Uniting India’s diverse Hindu community into a single voting bloc, often by pitting it against the country’s minorities, is a key BJP strategy that also featured strongly during the campaign.
The BJP president, Amit Shah, told a rally in Assam state in April that if re-elected the BJP would rid India of unauthorised migrants – except for Buddhists, Hindus and Sikhs.
The BJP has defended its record on minority issues, arguing that previous governments pretended to favour Muslims to win their votes, but failed to deliver on improving their livelihoods.
Though dozens of Muslims and lowcaste Hindus have been killed in highprofile lynchings, instances of largescale religious riots have declined, said the defence minister, Nirmala Sitharaman.
“Except for very few instances there have been no instances of communal rioting,” she told reporters in Delhi last week. “Five years have gone without any major incidents.”

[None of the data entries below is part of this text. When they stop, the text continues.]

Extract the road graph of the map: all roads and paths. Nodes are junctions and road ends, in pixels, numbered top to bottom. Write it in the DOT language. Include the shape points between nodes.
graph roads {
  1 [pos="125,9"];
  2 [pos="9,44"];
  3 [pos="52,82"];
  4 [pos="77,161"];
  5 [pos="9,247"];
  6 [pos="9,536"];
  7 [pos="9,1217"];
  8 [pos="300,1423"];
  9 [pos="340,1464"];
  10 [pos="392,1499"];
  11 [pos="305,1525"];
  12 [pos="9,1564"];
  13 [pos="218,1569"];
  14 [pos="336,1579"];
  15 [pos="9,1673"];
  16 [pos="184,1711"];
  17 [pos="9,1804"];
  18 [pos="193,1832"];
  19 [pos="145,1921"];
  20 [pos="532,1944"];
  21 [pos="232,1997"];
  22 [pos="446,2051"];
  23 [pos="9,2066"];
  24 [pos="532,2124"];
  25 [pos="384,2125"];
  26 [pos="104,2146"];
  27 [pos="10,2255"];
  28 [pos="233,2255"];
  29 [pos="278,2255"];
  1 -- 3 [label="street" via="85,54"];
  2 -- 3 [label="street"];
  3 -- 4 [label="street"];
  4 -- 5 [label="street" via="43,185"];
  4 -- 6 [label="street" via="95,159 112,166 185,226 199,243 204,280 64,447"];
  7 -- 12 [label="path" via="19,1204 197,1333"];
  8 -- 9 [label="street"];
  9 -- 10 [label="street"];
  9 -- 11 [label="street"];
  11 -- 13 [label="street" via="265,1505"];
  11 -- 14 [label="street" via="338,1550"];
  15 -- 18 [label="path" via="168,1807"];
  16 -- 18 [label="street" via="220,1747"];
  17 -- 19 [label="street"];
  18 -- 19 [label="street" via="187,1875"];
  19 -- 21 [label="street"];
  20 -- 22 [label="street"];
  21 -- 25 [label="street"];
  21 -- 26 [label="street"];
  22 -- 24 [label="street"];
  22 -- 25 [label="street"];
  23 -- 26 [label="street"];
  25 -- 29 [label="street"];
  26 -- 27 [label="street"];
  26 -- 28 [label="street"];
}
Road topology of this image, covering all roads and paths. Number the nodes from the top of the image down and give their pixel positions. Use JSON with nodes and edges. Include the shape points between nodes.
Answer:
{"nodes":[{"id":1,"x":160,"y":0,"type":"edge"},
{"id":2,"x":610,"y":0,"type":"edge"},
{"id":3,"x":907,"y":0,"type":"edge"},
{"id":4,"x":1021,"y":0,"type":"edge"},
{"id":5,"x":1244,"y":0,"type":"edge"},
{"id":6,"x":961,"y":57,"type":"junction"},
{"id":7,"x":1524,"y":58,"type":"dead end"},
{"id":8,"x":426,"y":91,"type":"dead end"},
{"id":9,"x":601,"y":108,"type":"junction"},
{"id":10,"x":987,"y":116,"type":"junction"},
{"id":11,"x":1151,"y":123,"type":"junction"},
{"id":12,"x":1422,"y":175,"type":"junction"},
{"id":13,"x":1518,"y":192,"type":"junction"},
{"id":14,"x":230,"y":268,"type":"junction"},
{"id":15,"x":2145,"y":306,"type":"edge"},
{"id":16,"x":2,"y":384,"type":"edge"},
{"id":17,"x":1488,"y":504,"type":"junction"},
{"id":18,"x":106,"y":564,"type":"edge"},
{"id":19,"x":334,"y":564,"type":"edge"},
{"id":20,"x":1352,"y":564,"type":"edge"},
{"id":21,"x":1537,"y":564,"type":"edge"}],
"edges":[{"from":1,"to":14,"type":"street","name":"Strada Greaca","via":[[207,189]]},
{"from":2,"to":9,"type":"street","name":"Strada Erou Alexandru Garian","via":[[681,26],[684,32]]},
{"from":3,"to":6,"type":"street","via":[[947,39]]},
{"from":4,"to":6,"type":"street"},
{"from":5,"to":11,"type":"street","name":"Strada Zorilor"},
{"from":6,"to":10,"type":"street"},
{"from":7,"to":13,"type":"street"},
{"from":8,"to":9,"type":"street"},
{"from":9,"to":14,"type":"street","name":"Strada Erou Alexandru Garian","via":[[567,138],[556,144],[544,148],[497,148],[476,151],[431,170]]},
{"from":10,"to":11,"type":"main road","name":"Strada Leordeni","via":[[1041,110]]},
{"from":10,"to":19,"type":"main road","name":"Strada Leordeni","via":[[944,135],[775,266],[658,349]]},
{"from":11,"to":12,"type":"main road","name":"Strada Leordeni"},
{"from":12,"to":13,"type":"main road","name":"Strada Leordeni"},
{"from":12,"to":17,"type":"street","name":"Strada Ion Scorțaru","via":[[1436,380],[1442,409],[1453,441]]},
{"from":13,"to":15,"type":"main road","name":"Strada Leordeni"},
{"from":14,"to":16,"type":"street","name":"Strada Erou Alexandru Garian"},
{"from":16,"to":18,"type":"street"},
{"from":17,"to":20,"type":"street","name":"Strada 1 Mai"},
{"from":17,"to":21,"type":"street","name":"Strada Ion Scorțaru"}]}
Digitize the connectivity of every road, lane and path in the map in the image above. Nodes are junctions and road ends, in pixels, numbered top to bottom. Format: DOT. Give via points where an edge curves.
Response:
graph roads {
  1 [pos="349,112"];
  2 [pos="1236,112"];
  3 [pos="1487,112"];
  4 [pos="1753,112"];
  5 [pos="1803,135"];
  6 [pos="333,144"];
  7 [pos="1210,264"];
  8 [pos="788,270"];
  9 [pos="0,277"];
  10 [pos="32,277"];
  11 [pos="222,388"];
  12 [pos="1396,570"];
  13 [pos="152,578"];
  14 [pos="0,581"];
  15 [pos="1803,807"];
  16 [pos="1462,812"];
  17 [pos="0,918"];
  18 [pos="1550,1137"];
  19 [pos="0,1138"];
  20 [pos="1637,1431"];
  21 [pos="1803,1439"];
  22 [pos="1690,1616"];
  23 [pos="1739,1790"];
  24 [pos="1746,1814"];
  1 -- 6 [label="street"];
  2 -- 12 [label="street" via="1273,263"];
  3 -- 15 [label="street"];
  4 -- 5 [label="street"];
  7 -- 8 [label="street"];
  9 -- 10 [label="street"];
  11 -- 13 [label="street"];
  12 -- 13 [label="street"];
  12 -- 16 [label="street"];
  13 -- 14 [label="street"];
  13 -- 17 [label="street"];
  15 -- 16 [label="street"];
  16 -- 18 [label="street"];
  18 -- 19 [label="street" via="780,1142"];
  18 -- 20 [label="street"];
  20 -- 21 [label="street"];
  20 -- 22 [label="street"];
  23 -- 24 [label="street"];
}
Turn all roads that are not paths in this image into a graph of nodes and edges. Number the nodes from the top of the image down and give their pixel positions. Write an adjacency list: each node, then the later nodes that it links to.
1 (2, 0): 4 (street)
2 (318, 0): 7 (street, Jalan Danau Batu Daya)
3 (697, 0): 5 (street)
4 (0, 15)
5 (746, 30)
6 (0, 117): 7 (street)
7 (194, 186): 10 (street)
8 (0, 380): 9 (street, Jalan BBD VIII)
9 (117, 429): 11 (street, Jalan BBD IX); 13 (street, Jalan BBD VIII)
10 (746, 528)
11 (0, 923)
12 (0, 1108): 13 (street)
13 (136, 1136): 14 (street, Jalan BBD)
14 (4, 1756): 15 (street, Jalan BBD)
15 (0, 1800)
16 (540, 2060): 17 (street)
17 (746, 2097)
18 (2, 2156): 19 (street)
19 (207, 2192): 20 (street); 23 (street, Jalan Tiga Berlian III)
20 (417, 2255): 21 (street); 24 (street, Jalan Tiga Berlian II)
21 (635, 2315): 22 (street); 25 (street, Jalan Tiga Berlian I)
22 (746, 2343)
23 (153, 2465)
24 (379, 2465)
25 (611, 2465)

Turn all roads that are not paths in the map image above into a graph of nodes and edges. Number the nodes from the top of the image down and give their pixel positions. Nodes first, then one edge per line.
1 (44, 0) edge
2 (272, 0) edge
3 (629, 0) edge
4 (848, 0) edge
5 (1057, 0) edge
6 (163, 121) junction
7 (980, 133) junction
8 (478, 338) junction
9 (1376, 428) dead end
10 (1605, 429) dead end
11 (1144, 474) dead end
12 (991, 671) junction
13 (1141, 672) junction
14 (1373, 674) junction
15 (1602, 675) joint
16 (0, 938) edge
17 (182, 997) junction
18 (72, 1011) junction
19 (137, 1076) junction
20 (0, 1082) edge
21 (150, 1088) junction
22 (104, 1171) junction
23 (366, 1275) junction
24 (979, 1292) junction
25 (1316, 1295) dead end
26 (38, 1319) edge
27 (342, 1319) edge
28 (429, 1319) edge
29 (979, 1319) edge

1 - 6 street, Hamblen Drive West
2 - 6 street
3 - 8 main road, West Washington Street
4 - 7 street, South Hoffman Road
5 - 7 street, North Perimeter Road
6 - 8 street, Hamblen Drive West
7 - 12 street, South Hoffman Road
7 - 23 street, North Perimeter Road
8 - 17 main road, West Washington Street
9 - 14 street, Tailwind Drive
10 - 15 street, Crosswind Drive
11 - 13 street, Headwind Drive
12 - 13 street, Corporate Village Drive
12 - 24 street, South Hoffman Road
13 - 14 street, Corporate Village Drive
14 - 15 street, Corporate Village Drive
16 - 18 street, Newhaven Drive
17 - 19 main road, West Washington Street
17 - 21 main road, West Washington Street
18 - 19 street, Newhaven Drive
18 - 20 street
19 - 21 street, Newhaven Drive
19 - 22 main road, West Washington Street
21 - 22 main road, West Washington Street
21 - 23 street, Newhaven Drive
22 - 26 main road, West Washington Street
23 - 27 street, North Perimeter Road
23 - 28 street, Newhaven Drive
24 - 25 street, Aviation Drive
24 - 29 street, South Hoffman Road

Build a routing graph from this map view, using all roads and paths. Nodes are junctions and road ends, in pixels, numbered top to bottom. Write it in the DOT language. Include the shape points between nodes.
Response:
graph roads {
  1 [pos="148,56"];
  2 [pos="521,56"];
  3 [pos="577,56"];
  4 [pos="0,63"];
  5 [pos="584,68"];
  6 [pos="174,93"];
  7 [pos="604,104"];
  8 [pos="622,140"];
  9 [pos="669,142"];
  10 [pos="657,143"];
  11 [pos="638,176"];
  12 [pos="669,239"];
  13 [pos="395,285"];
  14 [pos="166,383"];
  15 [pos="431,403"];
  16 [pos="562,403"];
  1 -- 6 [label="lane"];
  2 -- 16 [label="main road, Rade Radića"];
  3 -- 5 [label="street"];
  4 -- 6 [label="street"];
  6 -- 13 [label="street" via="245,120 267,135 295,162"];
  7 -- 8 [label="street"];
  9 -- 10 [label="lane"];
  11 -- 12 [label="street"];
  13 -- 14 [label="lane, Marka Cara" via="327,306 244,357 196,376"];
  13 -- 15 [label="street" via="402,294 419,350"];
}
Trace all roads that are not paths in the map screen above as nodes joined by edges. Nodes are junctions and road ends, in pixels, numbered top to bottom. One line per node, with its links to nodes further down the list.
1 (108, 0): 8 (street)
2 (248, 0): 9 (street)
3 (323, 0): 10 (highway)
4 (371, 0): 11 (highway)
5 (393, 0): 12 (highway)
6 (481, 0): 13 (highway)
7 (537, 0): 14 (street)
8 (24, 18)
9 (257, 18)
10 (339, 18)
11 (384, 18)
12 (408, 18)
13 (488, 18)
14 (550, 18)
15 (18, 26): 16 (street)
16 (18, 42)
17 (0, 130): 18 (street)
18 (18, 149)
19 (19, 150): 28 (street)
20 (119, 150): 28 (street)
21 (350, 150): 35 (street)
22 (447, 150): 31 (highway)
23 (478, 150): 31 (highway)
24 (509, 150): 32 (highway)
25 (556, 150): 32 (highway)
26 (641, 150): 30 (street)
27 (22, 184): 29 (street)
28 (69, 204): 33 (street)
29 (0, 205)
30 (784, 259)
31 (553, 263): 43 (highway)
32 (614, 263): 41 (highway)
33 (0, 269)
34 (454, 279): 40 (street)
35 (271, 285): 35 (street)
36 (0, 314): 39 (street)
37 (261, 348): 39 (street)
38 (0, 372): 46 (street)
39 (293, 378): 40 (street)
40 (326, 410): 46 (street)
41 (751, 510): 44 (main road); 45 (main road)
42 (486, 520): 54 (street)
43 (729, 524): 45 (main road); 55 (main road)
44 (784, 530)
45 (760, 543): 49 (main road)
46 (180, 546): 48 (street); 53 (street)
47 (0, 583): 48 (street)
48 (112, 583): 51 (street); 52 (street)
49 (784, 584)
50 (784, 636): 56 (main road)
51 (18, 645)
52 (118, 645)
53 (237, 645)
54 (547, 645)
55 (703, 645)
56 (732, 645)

Polls – considered harder to conduct reliably than in the west – broadly show the BJP is likely to be the largest party in parliament but will fall short of a majority and need to form coalitions to govern.
Sethi, who worked on campaigns in the country’s east and in Jammu and Kashmir state, said the BJP was better resourced, more disciplined and had stronger on-the-ground operations than its opponents, and so would grind out victories in close seats. “[Indian] elections are like playing many games of chess at once,” he said.